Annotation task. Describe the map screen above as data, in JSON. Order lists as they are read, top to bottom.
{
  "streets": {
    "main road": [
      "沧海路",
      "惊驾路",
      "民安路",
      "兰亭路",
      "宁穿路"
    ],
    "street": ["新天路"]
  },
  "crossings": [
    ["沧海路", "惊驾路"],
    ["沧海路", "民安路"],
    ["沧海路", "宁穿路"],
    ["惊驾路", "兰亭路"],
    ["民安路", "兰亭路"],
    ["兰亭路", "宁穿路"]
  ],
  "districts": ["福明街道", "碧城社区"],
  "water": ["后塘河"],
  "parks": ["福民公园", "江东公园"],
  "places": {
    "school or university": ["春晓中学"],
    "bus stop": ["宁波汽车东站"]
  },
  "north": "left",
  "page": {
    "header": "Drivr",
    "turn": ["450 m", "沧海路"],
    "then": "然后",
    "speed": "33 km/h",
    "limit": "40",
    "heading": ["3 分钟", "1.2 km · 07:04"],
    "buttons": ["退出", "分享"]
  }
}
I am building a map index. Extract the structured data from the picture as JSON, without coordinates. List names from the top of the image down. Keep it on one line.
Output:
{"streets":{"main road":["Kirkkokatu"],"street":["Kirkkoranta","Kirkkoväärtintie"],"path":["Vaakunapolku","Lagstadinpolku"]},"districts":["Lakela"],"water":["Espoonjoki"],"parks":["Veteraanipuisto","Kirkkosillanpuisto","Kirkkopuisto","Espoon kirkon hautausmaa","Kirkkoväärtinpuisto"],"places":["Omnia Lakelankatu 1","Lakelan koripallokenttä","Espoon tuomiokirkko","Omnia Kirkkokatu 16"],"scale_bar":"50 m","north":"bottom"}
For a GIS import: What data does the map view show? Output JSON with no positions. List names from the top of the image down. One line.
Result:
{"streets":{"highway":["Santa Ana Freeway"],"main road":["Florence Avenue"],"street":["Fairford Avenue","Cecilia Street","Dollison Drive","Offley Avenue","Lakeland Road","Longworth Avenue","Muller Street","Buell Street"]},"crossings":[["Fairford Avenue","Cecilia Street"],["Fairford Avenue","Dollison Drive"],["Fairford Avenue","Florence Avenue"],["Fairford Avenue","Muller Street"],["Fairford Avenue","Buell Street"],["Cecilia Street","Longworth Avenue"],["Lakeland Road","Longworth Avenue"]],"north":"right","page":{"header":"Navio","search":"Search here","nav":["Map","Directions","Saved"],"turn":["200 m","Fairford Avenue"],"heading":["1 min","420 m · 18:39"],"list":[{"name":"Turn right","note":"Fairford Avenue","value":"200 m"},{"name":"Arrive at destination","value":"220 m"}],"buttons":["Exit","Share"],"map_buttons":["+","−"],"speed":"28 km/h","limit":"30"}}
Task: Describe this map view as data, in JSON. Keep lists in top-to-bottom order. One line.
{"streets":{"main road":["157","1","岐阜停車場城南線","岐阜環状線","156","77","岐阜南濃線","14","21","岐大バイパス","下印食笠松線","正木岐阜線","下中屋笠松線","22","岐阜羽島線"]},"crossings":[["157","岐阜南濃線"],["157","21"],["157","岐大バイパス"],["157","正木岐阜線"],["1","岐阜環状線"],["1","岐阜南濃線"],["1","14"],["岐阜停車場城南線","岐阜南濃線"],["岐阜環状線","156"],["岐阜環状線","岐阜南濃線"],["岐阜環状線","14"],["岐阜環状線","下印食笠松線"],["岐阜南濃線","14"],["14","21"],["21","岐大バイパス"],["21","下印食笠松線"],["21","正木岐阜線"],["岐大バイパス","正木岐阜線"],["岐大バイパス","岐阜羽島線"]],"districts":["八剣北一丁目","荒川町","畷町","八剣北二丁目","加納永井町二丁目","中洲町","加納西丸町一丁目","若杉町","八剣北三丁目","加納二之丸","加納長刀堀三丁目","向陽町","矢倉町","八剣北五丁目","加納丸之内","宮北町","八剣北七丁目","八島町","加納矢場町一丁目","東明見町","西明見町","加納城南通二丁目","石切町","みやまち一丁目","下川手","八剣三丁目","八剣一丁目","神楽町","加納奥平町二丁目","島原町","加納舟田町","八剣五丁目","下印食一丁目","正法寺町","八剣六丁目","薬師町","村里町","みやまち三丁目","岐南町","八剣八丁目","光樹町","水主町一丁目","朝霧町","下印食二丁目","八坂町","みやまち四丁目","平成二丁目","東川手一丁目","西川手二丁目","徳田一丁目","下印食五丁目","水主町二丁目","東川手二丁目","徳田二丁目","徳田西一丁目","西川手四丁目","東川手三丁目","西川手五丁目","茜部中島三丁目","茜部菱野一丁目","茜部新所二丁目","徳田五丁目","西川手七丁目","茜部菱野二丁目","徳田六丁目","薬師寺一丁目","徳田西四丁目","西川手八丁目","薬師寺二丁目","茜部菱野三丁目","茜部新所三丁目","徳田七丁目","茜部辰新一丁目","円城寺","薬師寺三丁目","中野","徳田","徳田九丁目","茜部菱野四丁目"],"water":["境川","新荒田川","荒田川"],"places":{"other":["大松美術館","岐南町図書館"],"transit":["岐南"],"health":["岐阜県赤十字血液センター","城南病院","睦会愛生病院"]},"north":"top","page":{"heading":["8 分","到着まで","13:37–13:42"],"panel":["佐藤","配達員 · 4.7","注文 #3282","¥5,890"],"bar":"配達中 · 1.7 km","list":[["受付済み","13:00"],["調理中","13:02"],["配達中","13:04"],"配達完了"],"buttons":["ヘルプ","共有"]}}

- - - - - - -

• **What is being asked**
Restating every entry above word for word is the whole task.

• **Answer space**
Annotation task. Describe the map screen above as data, in JSON. Order lists as they are read, top to bottom.
{
  "streets": {
    "main road": [
      "沧海路",
      "惊驾路",
      "民安路",
      "兰亭路",
      "宁穿路"
    ],
    "street": ["新天路"]
  },
  "crossings": [
    ["沧海路", "惊驾路"],
    ["沧海路", "民安路"],
    ["沧海路", "宁穿路"],
    ["惊驾路", "兰亭路"],
    ["民安路", "兰亭路"],
    ["兰亭路", "宁穿路"]
  ],
  "districts": ["福明街道", "碧城社区"],
  "water": ["后塘河"],
  "parks": ["福民公园", "江东公园"],
  "places": {
    "school or university": ["春晓中学"],
    "bus stop": ["宁波汽车东站"]
  },
  "north": "left",
  "page": {
    "header": "Drivr",
    "turn": ["450 m", "沧海路"],
    "then": "然后",
    "speed": "33 km/h",
    "limit": "40",
    "heading": ["3 分钟", "1.2 km · 07:04"],
    "buttons": ["退出", "分享"]
  }
}
I am building a map index. Extract the structured data from the picture as JSON, without coordinates. List names from the top of the image down. Keep it on one line.
Output:
{"streets":{"main road":["Kirkkokatu"],"street":["Kirkkoranta","Kirkkoväärtintie"],"path":["Vaakunapolku","Lagstadinpolku"]},"districts":["Lakela"],"water":["Espoonjoki"],"parks":["Veteraanipuisto","Kirkkosillanpuisto","Kirkkopuisto","Espoon kirkon hautausmaa","Kirkkoväärtinpuisto"],"places":["Omnia Lakelankatu 1","Lakelan koripallokenttä","Espoon tuomiokirkko","Omnia Kirkkokatu 16"],"scale_bar":"50 m","north":"bottom"}
For a GIS import: What data does the map view show? Output JSON with no positions. List names from the top of the image down. One line.
Result:
{"streets":{"highway":["Santa Ana Freeway"],"main road":["Florence Avenue"],"street":["Fairford Avenue","Cecilia Street","Dollison Drive","Offley Avenue","Lakeland Road","Longworth Avenue","Muller Street","Buell Street"]},"crossings":[["Fairford Avenue","Cecilia Street"],["Fairford Avenue","Dollison Drive"],["Fairford Avenue","Florence Avenue"],["Fairford Avenue","Muller Street"],["Fairford Avenue","Buell Street"],["Cecilia Street","Longworth Avenue"],["Lakeland Road","Longworth Avenue"]],"north":"right","page":{"header":"Navio","search":"Search here","nav":["Map","Directions","Saved"],"turn":["200 m","Fairford Avenue"],"heading":["1 min","420 m · 18:39"],"list":[{"name":"Turn right","note":"Fairford Avenue","value":"200 m"},{"name":"Arrive at destination","value":"220 m"}],"buttons":["Exit","Share"],"map_buttons":["+","−"],"speed":"28 km/h","limit":"30"}}
Task: Describe this map view as data, in JSON. Keep lists in top-to-bottom order. One line.
{"streets":{"main road":["157","1","岐阜停車場城南線","岐阜環状線","156","77","岐阜南濃線","14","21","岐大バイパス","下印食笠松線","正木岐阜線","下中屋笠松線","22","岐阜羽島線"]},"crossings":[["157","岐阜南濃線"],["157","21"],["157","岐大バイパス"],["157","正木岐阜線"],["1","岐阜環状線"],["1","岐阜南濃線"],["1","14"],["岐阜停車場城南線","岐阜南濃線"],["岐阜環状線","156"],["岐阜環状線","岐阜南濃線"],["岐阜環状線","14"],["岐阜環状線","下印食笠松線"],["岐阜南濃線","14"],["14","21"],["21","岐大バイパス"],["21","下印食笠松線"],["21","正木岐阜線"],["岐大バイパス","正木岐阜線"],["岐大バイパス","岐阜羽島線"]],"districts":["八剣北一丁目","荒川町","畷町","八剣北二丁目","加納永井町二丁目","中洲町","加納西丸町一丁目","若杉町","八剣北三丁目","加納二之丸","加納長刀堀三丁目","向陽町","矢倉町","八剣北五丁目","加納丸之内","宮北町","八剣北七丁目","八島町","加納矢場町一丁目","東明見町","西明見町","加納城南通二丁目","石切町","みやまち一丁目","下川手","八剣三丁目","八剣一丁目","神楽町","加納奥平町二丁目","島原町","加納舟田町","八剣五丁目","下印食一丁目","正法寺町","八剣六丁目","薬師町","村里町","みやまち三丁目","岐南町","八剣八丁目","光樹町","水主町一丁目","朝霧町","下印食二丁目","八坂町","みやまち四丁目","平成二丁目","東川手一丁目","西川手二丁目","徳田一丁目","下印食五丁目","水主町二丁目","東川手二丁目","徳田二丁目","徳田西一丁目","西川手四丁目","東川手三丁目","西川手五丁目","茜部中島三丁目","茜部菱野一丁目","茜部新所二丁目","徳田五丁目","西川手七丁目","茜部菱野二丁目","徳田六丁目","薬師寺一丁目","徳田西四丁目","西川手八丁目","薬師寺二丁目","茜部菱野三丁目","茜部新所三丁目","徳田七丁目","茜部辰新一丁目","円城寺","薬師寺三丁目","中野","徳田","徳田九丁目","茜部菱野四丁目"],"water":["境川","新荒田川","荒田川"],"places":{"other":["大松美術館","岐南町図書館"],"transit":["岐南"],"health":["岐阜県赤十字血液センター","城南病院","睦会愛生病院"]},"north":"top","page":{"heading":["8 分","到着まで","13:37–13:42"],"panel":["佐藤","配達員 · 4.7","注文 #3282","¥5,890"],"bar":"配達中 · 1.7 km","list":[["受付済み","13:00"],["調理中","13:02"],["配達中","13:04"],"配達完了"],"buttons":["ヘルプ","共有"]}}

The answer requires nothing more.